Co nas dzisiaj czeka?
Kolejny dzień z danymi o inflacji. Tym razem przyjdzie czas na PPI z USA. Ponadto z amerykańskich danych warto rzucić okiem jeszcze na te o pozwoleniach na budowę domów i rozpoczętych budowach domów oraz indeks Michigan. Z Fed przemawiać będą Bostic, Barr i Daly.
Polska: inflacja już poniżej 4%
Inflacja w styczniu obniżyła się mocniej od oczekiwań i wyniosła 3,9% r/r. Oznacza to, że w ujęciu miesięcznym odnotowaliśmy wzrost o 0,4%. Od razu nadmieniamy, że są to wstępne szacunki, które ze względu na prezentację nowego systemu wag mogą ulec zmianie. Tak czy inaczej wszystko na to wskazuje, że w marcu/kwietniu przelotnie zaliczymy cel inflacyjny NBP, cel definiowany jako 2,5%.
Szczegóły styczniowej inflacji są póki co dość skąpe.

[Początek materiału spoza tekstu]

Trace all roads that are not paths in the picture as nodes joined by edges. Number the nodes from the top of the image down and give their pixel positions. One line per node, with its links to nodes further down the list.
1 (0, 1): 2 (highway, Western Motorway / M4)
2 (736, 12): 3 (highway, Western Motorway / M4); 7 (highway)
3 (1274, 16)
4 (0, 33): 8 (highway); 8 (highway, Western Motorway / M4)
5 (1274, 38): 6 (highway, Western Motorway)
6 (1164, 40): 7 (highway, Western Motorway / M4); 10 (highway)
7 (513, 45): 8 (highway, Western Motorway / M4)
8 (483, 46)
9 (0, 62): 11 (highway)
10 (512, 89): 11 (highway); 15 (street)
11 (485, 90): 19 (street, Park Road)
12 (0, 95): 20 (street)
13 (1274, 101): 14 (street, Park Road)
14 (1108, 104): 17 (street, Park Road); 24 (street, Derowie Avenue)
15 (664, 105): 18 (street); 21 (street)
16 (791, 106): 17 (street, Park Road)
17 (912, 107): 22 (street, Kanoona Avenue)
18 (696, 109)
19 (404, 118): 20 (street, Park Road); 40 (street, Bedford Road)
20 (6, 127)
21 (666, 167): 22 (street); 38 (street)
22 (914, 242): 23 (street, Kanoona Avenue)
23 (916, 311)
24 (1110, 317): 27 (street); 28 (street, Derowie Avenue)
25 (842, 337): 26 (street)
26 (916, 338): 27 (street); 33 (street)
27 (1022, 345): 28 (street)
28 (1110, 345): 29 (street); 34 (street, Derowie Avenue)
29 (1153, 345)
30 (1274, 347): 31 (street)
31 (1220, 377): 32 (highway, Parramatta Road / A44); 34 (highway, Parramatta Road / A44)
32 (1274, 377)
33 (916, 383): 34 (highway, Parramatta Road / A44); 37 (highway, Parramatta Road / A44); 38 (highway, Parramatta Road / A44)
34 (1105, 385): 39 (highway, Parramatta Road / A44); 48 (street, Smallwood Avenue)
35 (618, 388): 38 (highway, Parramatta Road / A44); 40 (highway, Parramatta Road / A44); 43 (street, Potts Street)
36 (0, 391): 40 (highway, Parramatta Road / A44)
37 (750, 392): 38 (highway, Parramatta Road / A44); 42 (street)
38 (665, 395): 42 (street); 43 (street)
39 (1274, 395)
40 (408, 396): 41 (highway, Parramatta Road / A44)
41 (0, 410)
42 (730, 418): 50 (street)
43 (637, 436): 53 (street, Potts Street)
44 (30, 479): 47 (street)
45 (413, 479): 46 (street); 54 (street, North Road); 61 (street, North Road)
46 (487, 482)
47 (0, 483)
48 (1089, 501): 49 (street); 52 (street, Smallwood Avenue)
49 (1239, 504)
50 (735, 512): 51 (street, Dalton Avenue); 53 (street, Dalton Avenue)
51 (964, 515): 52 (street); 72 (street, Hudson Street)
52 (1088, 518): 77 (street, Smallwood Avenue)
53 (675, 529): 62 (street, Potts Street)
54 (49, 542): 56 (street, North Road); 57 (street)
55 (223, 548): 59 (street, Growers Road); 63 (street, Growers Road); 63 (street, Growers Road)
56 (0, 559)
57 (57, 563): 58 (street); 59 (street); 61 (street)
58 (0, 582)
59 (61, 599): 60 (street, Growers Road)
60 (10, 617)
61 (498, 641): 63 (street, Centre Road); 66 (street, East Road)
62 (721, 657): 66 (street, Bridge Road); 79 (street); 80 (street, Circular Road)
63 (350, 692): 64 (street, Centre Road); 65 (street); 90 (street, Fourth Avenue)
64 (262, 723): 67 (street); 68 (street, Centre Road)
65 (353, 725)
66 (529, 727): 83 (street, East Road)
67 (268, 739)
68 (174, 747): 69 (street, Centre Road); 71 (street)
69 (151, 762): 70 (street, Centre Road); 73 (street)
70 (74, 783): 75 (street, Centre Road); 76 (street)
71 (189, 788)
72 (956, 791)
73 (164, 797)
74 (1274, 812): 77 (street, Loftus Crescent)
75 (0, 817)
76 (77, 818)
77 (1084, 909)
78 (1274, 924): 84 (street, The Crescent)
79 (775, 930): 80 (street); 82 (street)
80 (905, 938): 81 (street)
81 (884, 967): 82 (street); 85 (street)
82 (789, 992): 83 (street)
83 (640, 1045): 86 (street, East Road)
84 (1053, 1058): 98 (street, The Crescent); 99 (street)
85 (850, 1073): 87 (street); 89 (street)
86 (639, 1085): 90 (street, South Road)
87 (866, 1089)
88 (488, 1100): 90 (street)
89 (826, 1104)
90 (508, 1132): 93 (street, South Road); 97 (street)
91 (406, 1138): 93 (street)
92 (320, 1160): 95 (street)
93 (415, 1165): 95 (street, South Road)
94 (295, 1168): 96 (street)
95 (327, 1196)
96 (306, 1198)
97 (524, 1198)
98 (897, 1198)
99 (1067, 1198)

Ceny żywności i napojów bezalkoholowych zwyżkowały o 0,9%, nośniki energii wzrosły o 0,4%, zaś ceny paliw spadły o 2,3% - w stosunku do grudnia poprzedniego roku. Z naszego punktu widzenia wielkości te są bliskie oczekiwanych, choć spodziewaliśmy się nieco wyższego wzrostu cen żywności. Reszta zaskoczenia nadeszła ze strony inflacji bazowej, która najpewniej wzrosła o 0,3% m/m. Oznacza to, że w ujęciu rocznym inflacja bazowa obniżyła się do 6,2%. Raz jeszcze podkreślamy, że są to szacunki oparte o stary system wag, co warto mieć na uwadze.

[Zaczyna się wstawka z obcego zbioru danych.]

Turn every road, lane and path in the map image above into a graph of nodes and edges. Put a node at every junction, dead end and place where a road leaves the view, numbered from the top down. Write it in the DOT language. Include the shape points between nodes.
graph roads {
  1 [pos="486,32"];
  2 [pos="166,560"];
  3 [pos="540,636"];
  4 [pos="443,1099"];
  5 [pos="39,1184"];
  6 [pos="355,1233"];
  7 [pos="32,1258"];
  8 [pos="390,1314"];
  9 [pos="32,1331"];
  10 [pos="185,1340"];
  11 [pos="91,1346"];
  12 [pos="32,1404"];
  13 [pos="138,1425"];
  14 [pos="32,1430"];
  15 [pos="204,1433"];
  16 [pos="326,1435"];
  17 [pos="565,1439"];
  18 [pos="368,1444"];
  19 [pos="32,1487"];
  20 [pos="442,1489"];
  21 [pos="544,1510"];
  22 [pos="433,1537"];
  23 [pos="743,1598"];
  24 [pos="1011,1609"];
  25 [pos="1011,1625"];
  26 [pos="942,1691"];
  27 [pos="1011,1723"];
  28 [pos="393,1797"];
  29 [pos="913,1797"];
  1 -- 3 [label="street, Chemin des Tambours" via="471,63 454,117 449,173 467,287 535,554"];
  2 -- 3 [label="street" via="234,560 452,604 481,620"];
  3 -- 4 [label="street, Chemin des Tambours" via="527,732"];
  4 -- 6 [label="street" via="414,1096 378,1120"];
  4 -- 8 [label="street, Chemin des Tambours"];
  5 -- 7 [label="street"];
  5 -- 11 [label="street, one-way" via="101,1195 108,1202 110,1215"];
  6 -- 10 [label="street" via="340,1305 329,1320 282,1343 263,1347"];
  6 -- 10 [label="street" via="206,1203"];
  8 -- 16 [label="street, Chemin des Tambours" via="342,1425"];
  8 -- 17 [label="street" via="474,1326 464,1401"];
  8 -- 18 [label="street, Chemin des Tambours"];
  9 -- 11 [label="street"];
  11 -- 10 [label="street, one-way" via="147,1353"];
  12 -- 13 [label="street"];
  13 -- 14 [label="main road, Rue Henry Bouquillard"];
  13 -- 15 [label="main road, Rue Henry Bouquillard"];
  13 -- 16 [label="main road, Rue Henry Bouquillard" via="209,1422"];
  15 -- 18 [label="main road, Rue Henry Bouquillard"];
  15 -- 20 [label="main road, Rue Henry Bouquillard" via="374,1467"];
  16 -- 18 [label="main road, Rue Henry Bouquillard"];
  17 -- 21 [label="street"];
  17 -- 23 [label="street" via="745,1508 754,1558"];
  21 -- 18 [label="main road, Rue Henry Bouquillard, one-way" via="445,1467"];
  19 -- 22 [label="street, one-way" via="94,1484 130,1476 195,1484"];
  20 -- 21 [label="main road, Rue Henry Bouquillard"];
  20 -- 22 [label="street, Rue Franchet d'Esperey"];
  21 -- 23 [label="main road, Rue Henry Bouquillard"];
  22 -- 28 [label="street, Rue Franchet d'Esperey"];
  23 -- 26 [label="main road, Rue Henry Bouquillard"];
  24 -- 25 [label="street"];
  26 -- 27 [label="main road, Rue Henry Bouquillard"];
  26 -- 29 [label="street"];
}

Najważniejsza informacja płynąca ze styczniowych danych została zobrazowana na poniższym wykresie. Mamy na myśli rozpęd inflacji bazowej, który w ostatnich miesiącach ustabilizował się w okolicy 5-6%. Nie trzeba dodawać, że wartość ta jest znacznie powyżej akceptowalnego pułapu z punktu widzenia celu inflacyjnego NBP.
Co dalej? Do kwietnia trend obserwowany z ostatnich miesięcy będzie trwał. Oznacza to, że w marcu i kwietniu inflacja ogółem powinna obniżyć się w rejon 2,5%. Podobnie sytuacja wyglądać ma w przypadku inflacji bazowej, gdzie oczekujemy spadku w stronę 4-4,5%. W naszym scenariuszu sytuacja zmienia się diametralnie w drugiej połowie roku, kiedy to zakładamy znoszenie tarcz antyinflacyjnych. O szczegółowych założeniach piszemy w naszym rocznym opracowaniu. Podobnego zdania jest zresztą NBP i sam prezes Glapiński (budowanie ścieżki inflacyjnej na znoszeniu tarcz). Taka trajektoria inflacyjna nie powinna zachęcać RPP do obniżek stóp procentowych w tym roku.